*** Opening SUPPLIED DATA ***
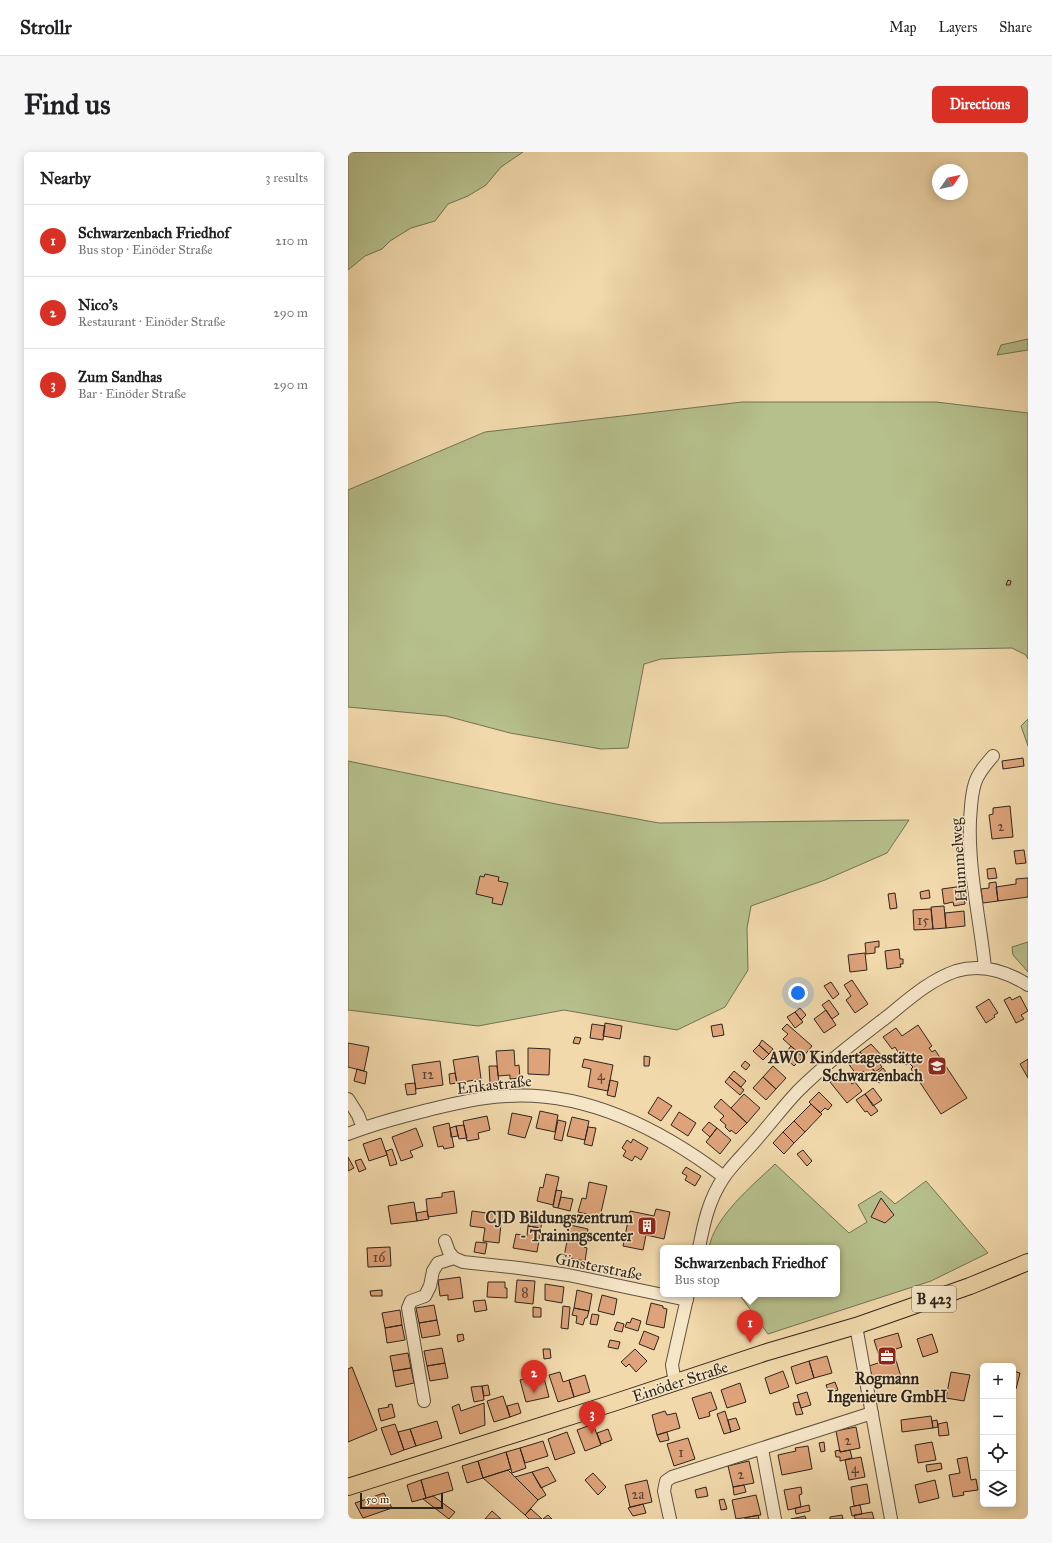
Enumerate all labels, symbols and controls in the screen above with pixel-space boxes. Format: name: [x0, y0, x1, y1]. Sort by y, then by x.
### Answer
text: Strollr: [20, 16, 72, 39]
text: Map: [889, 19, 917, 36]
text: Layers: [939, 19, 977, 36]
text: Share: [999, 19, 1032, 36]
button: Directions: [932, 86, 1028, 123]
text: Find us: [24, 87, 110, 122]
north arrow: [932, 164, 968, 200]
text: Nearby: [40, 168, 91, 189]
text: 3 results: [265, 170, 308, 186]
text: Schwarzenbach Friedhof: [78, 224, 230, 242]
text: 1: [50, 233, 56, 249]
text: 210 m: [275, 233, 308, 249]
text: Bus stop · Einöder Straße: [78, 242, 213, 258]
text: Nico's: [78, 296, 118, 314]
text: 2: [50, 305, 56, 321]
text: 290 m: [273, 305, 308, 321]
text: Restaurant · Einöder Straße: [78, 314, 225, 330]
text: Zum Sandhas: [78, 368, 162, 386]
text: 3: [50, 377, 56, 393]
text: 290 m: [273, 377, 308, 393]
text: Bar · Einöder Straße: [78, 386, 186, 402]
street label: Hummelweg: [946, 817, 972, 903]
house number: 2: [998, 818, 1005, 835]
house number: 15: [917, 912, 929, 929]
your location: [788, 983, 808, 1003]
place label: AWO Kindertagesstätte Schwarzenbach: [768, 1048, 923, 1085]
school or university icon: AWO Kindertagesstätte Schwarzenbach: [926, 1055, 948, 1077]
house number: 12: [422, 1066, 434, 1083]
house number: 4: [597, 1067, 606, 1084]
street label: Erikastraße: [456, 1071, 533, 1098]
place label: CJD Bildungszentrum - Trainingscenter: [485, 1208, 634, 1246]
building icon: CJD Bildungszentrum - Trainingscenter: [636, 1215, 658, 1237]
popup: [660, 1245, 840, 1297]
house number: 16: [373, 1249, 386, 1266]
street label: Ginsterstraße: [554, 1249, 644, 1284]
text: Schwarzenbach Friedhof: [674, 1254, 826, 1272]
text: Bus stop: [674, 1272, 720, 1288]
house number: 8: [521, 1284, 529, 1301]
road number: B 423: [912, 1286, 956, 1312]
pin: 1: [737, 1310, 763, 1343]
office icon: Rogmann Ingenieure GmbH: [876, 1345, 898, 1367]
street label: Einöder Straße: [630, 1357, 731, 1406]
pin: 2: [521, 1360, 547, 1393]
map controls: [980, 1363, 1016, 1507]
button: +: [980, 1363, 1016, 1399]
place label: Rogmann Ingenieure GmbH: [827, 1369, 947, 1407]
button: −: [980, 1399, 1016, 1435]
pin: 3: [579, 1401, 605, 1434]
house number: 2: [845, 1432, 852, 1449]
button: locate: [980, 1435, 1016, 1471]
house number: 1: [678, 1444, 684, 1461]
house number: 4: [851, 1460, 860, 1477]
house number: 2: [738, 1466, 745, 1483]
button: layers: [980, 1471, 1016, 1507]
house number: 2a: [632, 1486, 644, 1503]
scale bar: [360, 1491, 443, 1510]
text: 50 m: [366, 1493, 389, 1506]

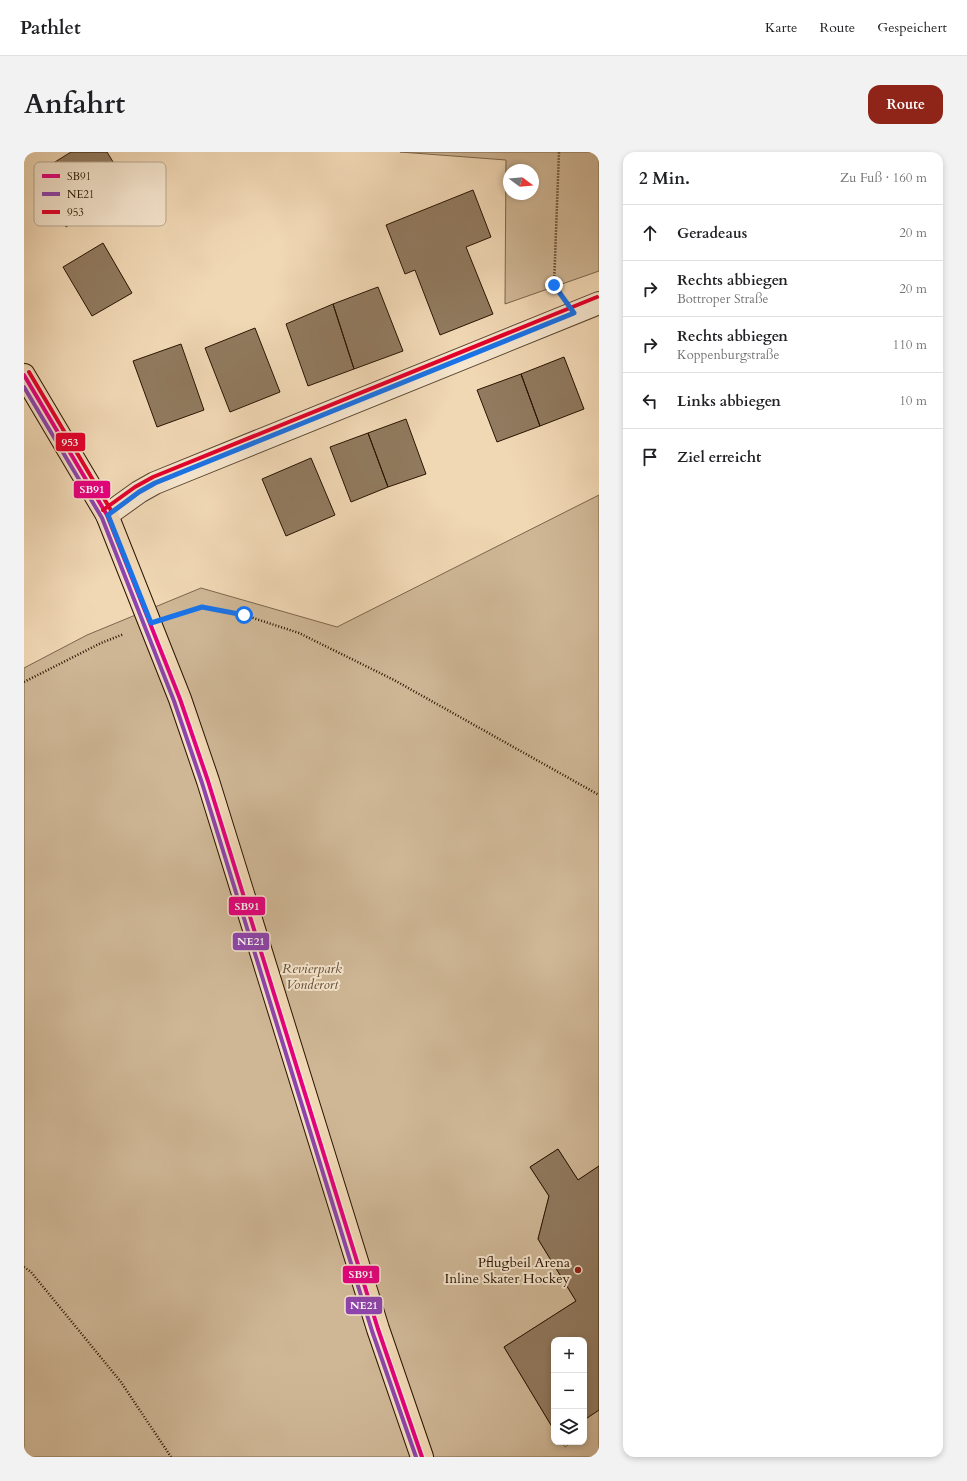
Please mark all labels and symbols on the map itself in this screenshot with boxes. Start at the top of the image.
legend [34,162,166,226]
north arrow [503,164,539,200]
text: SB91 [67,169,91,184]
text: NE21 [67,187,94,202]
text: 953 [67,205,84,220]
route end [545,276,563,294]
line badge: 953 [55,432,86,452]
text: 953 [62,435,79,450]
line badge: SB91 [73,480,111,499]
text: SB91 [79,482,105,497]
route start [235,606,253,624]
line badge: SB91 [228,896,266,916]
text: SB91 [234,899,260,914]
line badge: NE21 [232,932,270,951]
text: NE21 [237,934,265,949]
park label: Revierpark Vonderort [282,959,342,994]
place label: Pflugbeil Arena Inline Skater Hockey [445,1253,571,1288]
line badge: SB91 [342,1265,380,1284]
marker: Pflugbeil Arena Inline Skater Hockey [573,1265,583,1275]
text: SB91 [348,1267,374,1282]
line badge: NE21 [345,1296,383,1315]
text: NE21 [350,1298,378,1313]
*** Closing SUPPLIED DATA ***
** WORK REQUEST **
Reproduce the data exactly as it appears above. Pictures are to be left out.

** RESPONSE TO THE EXERCISE **
Enumerate all labels, symbols and controls in the screen above with pixel-space boxes. Format: name: [x0, y0, x1, y1]. Sort by y, then by x.
### Answer
text: Strollr: [20, 16, 72, 39]
text: Map: [889, 19, 917, 36]
text: Layers: [939, 19, 977, 36]
text: Share: [999, 19, 1032, 36]
button: Directions: [932, 86, 1028, 123]
text: Find us: [24, 87, 110, 122]
north arrow: [932, 164, 968, 200]
text: Nearby: [40, 168, 91, 189]
text: 3 results: [265, 170, 308, 186]
text: Schwarzenbach Friedhof: [78, 224, 230, 242]
text: 1: [50, 233, 56, 249]
text: 210 m: [275, 233, 308, 249]
text: Bus stop · Einöder Straße: [78, 242, 213, 258]
text: Nico's: [78, 296, 118, 314]
text: 2: [50, 305, 56, 321]
text: 290 m: [273, 305, 308, 321]
text: Restaurant · Einöder Straße: [78, 314, 225, 330]
text: Zum Sandhas: [78, 368, 162, 386]
text: 3: [50, 377, 56, 393]
text: 290 m: [273, 377, 308, 393]
text: Bar · Einöder Straße: [78, 386, 186, 402]
street label: Hummelweg: [946, 817, 972, 903]
house number: 2: [998, 818, 1005, 835]
house number: 15: [917, 912, 929, 929]
your location: [788, 983, 808, 1003]
place label: AWO Kindertagesstätte Schwarzenbach: [768, 1048, 923, 1085]
school or university icon: AWO Kindertagesstätte Schwarzenbach: [926, 1055, 948, 1077]
house number: 12: [422, 1066, 434, 1083]
house number: 4: [597, 1067, 606, 1084]
street label: Erikastraße: [456, 1071, 533, 1098]
place label: CJD Bildungszentrum - Trainingscenter: [485, 1208, 634, 1246]
building icon: CJD Bildungszentrum - Trainingscenter: [636, 1215, 658, 1237]
popup: [660, 1245, 840, 1297]
house number: 16: [373, 1249, 386, 1266]
street label: Ginsterstraße: [554, 1249, 644, 1284]
text: Schwarzenbach Friedhof: [674, 1254, 826, 1272]
text: Bus stop: [674, 1272, 720, 1288]
house number: 8: [521, 1284, 529, 1301]
road number: B 423: [912, 1286, 956, 1312]
pin: 1: [737, 1310, 763, 1343]
office icon: Rogmann Ingenieure GmbH: [876, 1345, 898, 1367]
street label: Einöder Straße: [630, 1357, 731, 1406]
pin: 2: [521, 1360, 547, 1393]
map controls: [980, 1363, 1016, 1507]
button: +: [980, 1363, 1016, 1399]
place label: Rogmann Ingenieure GmbH: [827, 1369, 947, 1407]
button: −: [980, 1399, 1016, 1435]
pin: 3: [579, 1401, 605, 1434]
house number: 2: [845, 1432, 852, 1449]
button: locate: [980, 1435, 1016, 1471]
house number: 1: [678, 1444, 684, 1461]
house number: 4: [851, 1460, 860, 1477]
house number: 2: [738, 1466, 745, 1483]
button: layers: [980, 1471, 1016, 1507]
house number: 2a: [632, 1486, 644, 1503]
scale bar: [360, 1491, 443, 1510]
text: 50 m: [366, 1493, 389, 1506]

Please mark all labels and symbols on the map itself in this screenshot with boxes. Start at the top of the image.
legend [34,162,166,226]
north arrow [503,164,539,200]
text: SB91 [67,169,91,184]
text: NE21 [67,187,94,202]
text: 953 [67,205,84,220]
route end [545,276,563,294]
line badge: 953 [55,432,86,452]
text: 953 [62,435,79,450]
line badge: SB91 [73,480,111,499]
text: SB91 [79,482,105,497]
route start [235,606,253,624]
line badge: SB91 [228,896,266,916]
text: SB91 [234,899,260,914]
line badge: NE21 [232,932,270,951]
text: NE21 [237,934,265,949]
park label: Revierpark Vonderort [282,959,342,994]
place label: Pflugbeil Arena Inline Skater Hockey [445,1253,571,1288]
line badge: SB91 [342,1265,380,1284]
marker: Pflugbeil Arena Inline Skater Hockey [573,1265,583,1275]
text: SB91 [348,1267,374,1282]
line badge: NE21 [345,1296,383,1315]
text: NE21 [350,1298,378,1313]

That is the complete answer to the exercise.